Short-Term Outcomes in Pregnant/Postpartum Women3
Increases in their plasma volume and cardiac output and hypercoagulability are some of the cardiovascular changes that pregnant women experience, and they import greater risks of complications among pregnant patients with preexisting cardiovascular disease. Because of these risks, ESC guidelines recommend specialized care for these patients. Retrospective and prospective real-world data from November 2022 through August 2024 from the Pregnancy Heart Team at University Hospital Heidelberg, in Germany, were used for this analysis; women with preexisting cardiovascular disease (59.3%) and those with pregnancy-related new-onset cardiovascular disease (40.7%) were included (N = 54). Half have mWHO class II/III disease, and 17 of the women are pregnant or trying to get pregnant.

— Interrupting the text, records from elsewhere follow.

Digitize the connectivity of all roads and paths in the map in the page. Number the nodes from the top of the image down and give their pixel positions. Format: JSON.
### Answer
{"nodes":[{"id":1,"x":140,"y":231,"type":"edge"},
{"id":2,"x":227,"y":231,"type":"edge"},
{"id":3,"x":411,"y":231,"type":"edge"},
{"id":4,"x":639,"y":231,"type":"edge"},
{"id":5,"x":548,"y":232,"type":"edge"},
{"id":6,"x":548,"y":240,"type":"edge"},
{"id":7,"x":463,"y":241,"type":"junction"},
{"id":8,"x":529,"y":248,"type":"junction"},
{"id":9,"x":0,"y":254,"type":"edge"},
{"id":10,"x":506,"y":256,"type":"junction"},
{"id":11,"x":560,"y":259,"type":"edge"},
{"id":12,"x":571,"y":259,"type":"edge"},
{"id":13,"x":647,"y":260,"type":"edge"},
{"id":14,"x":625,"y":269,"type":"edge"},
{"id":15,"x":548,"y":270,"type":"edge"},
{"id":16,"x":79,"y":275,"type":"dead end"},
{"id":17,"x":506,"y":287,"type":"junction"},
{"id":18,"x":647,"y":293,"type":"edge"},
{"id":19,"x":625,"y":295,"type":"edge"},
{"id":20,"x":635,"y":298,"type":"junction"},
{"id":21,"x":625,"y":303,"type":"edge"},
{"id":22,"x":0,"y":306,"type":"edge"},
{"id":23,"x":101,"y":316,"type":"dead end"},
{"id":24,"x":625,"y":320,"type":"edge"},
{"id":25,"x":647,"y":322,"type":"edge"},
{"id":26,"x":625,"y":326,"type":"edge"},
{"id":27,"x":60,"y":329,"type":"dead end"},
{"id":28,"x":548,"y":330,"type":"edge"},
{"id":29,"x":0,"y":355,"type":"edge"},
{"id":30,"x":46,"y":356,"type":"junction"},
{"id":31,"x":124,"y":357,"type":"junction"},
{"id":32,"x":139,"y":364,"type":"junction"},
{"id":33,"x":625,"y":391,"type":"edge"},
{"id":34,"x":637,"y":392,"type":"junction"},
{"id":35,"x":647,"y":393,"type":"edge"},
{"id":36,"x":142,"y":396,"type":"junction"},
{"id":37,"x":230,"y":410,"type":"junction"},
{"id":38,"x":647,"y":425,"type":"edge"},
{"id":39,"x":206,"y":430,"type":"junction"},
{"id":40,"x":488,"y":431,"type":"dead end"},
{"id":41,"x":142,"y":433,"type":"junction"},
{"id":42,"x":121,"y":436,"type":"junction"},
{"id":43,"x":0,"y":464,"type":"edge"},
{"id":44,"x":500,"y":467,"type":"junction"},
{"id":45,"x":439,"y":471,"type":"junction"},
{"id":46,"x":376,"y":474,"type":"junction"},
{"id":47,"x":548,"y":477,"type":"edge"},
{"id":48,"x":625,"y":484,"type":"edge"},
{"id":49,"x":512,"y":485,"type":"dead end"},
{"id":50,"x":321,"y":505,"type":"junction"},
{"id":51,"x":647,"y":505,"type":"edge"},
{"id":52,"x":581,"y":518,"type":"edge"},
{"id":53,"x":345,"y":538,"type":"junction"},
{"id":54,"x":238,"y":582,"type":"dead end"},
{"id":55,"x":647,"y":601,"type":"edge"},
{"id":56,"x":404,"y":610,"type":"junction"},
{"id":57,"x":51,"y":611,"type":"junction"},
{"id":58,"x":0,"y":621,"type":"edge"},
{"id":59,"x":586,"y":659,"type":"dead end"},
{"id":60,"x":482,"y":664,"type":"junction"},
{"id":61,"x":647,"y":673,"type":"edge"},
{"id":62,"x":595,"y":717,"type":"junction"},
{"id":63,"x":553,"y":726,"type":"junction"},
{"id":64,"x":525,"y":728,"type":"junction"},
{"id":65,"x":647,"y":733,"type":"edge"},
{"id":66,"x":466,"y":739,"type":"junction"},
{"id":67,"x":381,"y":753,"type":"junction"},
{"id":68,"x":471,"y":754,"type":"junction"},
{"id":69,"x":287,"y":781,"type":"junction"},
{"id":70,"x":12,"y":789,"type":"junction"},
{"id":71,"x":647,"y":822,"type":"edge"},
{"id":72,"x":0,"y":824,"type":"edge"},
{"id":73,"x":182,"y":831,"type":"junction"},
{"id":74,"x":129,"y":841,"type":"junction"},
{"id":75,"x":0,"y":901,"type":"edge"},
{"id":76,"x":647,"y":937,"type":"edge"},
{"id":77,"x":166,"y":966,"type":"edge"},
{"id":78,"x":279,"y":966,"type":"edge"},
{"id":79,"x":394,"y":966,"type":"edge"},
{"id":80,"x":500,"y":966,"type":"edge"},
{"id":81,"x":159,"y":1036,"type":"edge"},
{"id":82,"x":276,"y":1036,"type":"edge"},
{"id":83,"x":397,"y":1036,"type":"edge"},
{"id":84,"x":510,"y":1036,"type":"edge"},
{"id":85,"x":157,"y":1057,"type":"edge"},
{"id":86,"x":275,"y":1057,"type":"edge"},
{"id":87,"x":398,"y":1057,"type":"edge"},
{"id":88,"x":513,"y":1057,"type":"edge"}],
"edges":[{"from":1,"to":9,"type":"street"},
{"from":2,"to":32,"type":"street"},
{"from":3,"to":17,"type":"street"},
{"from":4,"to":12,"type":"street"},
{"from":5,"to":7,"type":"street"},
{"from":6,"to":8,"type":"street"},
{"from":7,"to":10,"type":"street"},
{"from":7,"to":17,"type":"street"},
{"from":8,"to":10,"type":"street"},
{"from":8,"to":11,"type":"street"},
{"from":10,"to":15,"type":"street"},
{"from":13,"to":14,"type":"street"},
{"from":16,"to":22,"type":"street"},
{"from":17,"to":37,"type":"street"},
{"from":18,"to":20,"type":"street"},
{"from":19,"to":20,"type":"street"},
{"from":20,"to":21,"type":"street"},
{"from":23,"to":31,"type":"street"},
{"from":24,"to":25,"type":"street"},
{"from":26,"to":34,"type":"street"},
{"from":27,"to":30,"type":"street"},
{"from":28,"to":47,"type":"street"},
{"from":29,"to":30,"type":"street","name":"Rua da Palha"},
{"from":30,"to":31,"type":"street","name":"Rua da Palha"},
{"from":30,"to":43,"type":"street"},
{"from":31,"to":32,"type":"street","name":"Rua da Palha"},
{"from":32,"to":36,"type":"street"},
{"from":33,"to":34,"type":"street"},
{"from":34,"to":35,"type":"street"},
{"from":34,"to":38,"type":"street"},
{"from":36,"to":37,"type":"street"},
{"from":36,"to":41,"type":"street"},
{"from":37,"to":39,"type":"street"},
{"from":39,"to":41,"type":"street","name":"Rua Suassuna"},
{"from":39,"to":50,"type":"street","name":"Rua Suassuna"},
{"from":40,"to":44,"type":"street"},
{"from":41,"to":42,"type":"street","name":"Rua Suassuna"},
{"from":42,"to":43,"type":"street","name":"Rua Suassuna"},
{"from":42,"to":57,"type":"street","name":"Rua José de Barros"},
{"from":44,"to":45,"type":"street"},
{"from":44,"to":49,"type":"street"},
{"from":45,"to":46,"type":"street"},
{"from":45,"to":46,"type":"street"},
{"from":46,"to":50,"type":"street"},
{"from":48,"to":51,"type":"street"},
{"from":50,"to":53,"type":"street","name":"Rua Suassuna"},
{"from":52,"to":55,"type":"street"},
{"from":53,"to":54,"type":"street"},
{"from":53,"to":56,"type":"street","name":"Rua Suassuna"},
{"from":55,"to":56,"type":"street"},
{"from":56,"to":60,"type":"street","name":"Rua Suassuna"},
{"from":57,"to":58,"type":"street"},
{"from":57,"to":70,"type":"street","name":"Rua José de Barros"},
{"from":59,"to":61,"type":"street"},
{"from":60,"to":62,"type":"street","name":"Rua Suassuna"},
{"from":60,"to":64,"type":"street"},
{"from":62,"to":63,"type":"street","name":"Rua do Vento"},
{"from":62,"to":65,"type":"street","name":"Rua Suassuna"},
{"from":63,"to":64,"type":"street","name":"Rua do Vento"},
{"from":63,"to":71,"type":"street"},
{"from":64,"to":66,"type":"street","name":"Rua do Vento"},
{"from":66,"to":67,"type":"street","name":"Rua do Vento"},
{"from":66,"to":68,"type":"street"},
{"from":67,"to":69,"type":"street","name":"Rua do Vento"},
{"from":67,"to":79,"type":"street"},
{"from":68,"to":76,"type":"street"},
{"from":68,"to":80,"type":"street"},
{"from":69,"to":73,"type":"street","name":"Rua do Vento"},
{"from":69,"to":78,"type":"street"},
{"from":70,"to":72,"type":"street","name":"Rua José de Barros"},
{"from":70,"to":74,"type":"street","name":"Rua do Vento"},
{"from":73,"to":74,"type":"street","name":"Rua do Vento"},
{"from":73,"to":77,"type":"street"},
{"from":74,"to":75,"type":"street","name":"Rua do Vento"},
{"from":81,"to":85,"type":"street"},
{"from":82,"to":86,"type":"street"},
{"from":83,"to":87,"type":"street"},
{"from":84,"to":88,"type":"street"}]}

The mean (SD) patient age was 33 (6) years, and the mean duration of mWHO cardiovascular disease was 2.2 (1) years. Smoking history was the most common cardiovascular risk factor (20.3%), followed by hypertension (16.7%), family history of cardiovascular disease (14.8%), hypercholesterolemia (11.1%), diabetes (9.3%), and obesity (5.5%). Of the 70.4% with a history of cardiovascular disease, only 37.5% were on any cardiac medication and 25.9% had a history of complicated pregnancy.

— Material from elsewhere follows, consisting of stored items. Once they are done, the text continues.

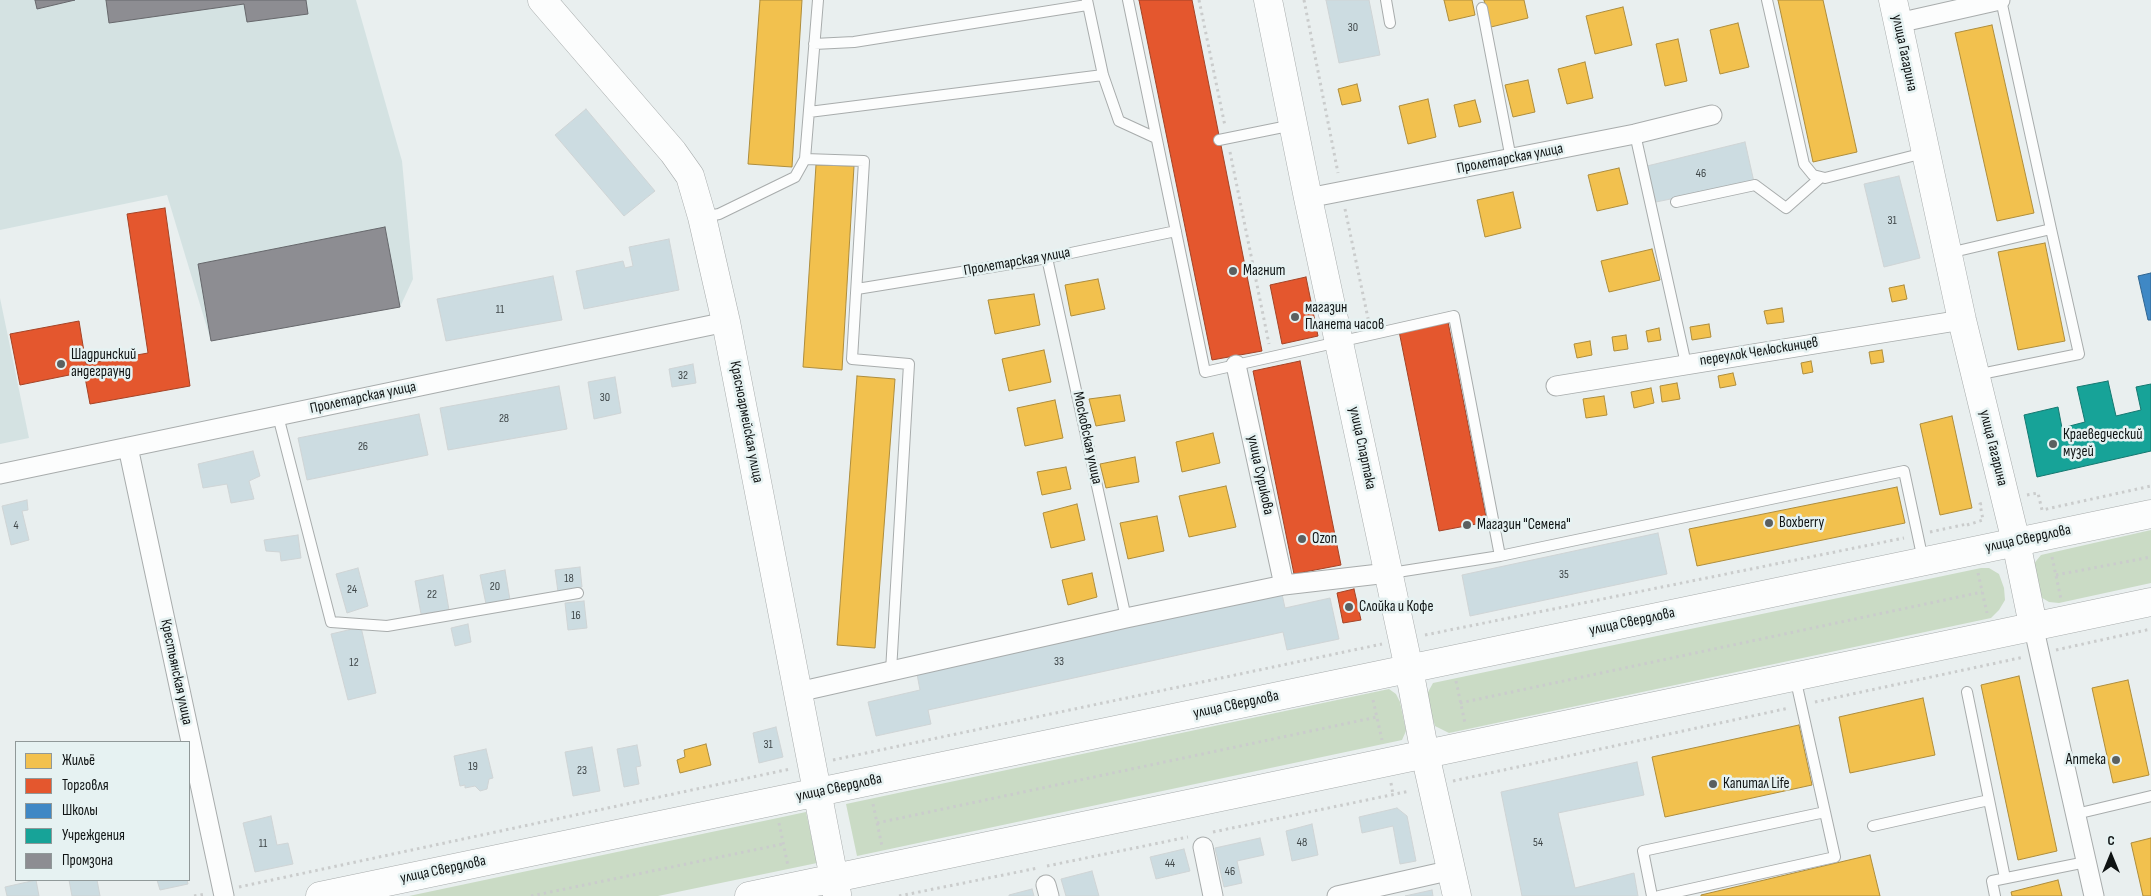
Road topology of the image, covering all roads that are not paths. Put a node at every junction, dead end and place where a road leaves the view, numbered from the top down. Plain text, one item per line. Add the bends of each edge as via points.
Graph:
1 (542, 0) edge
2 (818, 0) edge
3 (1128, 0) edge
4 (1268, 0) edge
5 (1386, 0) edge
6 (1767, 0) edge
7 (2000, 0) edge
8 (1087, 2) edge
9 (1482, 8) dead end
10 (1896, 11) edge
11 (1390, 23) dead end
12 (814, 44) junction
13 (1103, 74) junction
14 (809, 112) junction
15 (1712, 115) dead end
16 (1294, 125) junction
17 (1635, 134) junction
18 (1156, 138) junction
19 (1223, 139) road end
20 (1925, 152) junction
21 (805, 159) junction
22 (1511, 159) junction
23 (1821, 177) junction
24 (1308, 198) junction
25 (1676, 202) dead end
26 (702, 217) junction
27 (2051, 229) junction
28 (1176, 231) junction
29 (1947, 254) junction
30 (1047, 258) junction
31 (856, 289) junction
32 (1962, 320) junction
33 (726, 322) junction
34 (1340, 342) junction
35 (1686, 364) junction
36 (1236, 365) junction
37 (1975, 375) junction
38 (1556, 386) dead end
39 (278, 416) junction
40 (128, 447) junction
41 (0, 474) edge
42 (2151, 514) edge
43 (2016, 542) junction
44 (1920, 548) junction
45 (1500, 556) junction
46 (1388, 573) junction
47 (1284, 585) junction
48 (578, 593) dead end
49 (2151, 602) edge
50 (1126, 618) junction
51 (2033, 625) junction
52 (1409, 669) junction
53 (891, 671) junction
54 (1794, 676) junction
55 (798, 692) junction
56 (1967, 692) dead end
57 (1425, 754) junction
58 (816, 792) junction
59 (2151, 796) edge
60 (1990, 800) junction
61 (1825, 812) junction
62 (2076, 814) junction
63 (1872, 826) dead end
64 (1203, 847) dead end
65 (2086, 862) junction
66 (2005, 878) junction
67 (1454, 883) edge
68 (836, 887) edge
69 (224, 893) edge
70 (320, 896) edge
71 (749, 896) edge
72 (1213, 896) edge
73 (1337, 896) edge
74 (1652, 896) edge
75 (1659, 896) edge
76 (1995, 896) edge
77 (2094, 896) edge

1 - 26 main road, Красноармейская улица via 673,152 690,176
2 - 12 lane
3 - 18 lane
4 - 16 main road, улица Спартака
5 - 11 lane
6 - 23 lane via 1804,164 1813,175
7 - 10 street
7 - 27 lane
8 - 12 lane via 854,42
8 - 13 lane
9 - 22 lane
10 - 20 main road, улица Гагарина
12 - 14 lane
13 - 14 lane
13 - 18 lane via 1119,121
14 - 21 lane
15 - 17 street, Пролетарская улица
16 - 19 lane
16 - 24 main road, улица Спартака
17 - 22 street, Пролетарская улица
17 - 35 lane
18 - 28 lane via 1164,150
20 - 23 lane
20 - 29 main road, улица Гагарина
21 - 26 lane via 796,177 719,214
21 - 31 lane via 864,162
22 - 24 street, Пролетарская улица
23 - 25 lane via 1786,208 1754,185
24 - 34 main road, улица Спартака
26 - 33 main road, Красноармейская улица
27 - 29 lane
27 - 37 lane via 2079,354
28 - 30 lane, Пролетарская улица
28 - 36 lane via 1205,372
29 - 32 main road, улица Гагарина
30 - 31 lane, Пролетарская улица
30 - 50 lane, Московская улица
31 - 53 lane via 852,359 909,364
32 - 35 street, переулок Челюскинцев
32 - 37 main road, улица Гагарина
33 - 39 street, Пролетарская улица
33 - 55 main road, Красноармейская улица
34 - 36 lane
34 - 45 lane via 1454,316
34 - 46 main road, улица Спартака
35 - 38 street, переулок Челюскинцев
36 - 47 street, улица Сурикова
37 - 43 main road, улица Гагарина
39 - 40 street, Пролетарская улица
39 - 48 lane via 331,622 387,626
40 - 41 street, Пролетарская улица
40 - 69 street, Крестьянская улица
42 - 43 main road, улица Свердлова via 2045,522
43 - 44 main road, улица Свердлова
43 - 51 main road, улица Гагарина
44 - 45 lane via 1904,471
44 - 52 main road, улица Свердлова
45 - 46 lane
46 - 47 street
46 - 52 main road, улица Спартака
47 - 50 street
49 - 51 main road
50 - 53 street
51 - 54 main road
51 - 62 street, улица Гагарина
52 - 57 main road, улица Спартака
52 - 58 main road, улица Свердлова
53 - 55 street
54 - 57 main road
54 - 61 lane
55 - 58 main road, Красноармейская улица
56 - 60 lane
57 - 67 main road, улица Спартака
57 - 68 main road via 886,867
58 - 68 main road, Красноармейская улица
58 - 70 main road, улица Свердлова
59 - 62 lane
60 - 63 lane
60 - 66 lane
61 - 74 lane via 1643,852
61 - 75 lane via 1835,857
62 - 65 street, улица Гагарина
64 - 72 street
65 - 66 lane
65 - 77 street, улица Гагарина
66 - 76 lane via 1992,880
67 - 73 street
68 - 71 main road via 792,887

Cardiomyopathies, congenital heart defects, and valvular heart disease were more common in the women with preexisting cardiovascular disease, while arrhythmias, ischemic heart disease, and hypertension were more common in the women who developed cardiovascular disease during pregnancy (18.4%). There were 14 premature births, the most common fetal complication, and the most common maternal complications were heart failure in 6 patients and gestational diabetes in 5 patients. Twelve percent of the women also developed preterm premature membrane rupture, and there were reports of macrosomia (10.2%), which is when the fetus is larger than average and can affect its heart rate,4 and intrauterine growth retardation (5.1%)
Preliminary data show that mean left ventricular ejection fraction was stable for the women who were pregnant and trended lower post delivery, and that the cardiac biomarkers of high-sensitivity troponin T and N-terminal pro b-type natriuretic peptide usually increased in the third trimester and postpartum periods.
The authors highlight how these data show the significant rate of adverse pregnancy outcomes in women with preexisting cardiovascular disease, and that understanding cardiac complications during pregnancy and the postpartum periods could benefit from future research. Standard parameters of cardiac measures do not apply, especially in those with preexisting cardiovascular disease.
References
1. Ekpo E, Elmore J, Uddin P. Unlocking equity: assessing for gaps in cardiovascular guidelines for pregnant women. Presented at: ESC Congress; August 30-September 2, 2024; London England.
2. Sola-García E, García-García AM, Casian M, et al. Pregnancy and inherited cardiomyopathies: insights from specialized care. Presented at: ESC Congress; August 30-September 2, 2024; London England.
3. Siry D, Hoerbrand I, Haney AC, Frey N, Ehlermann P, Beckendorf J. Preliminary data on short-term outcomes within the cardio-obstetrics registry of Heidelberg. Presented at: ESC Congress; August 30-September 2, 2024; London England.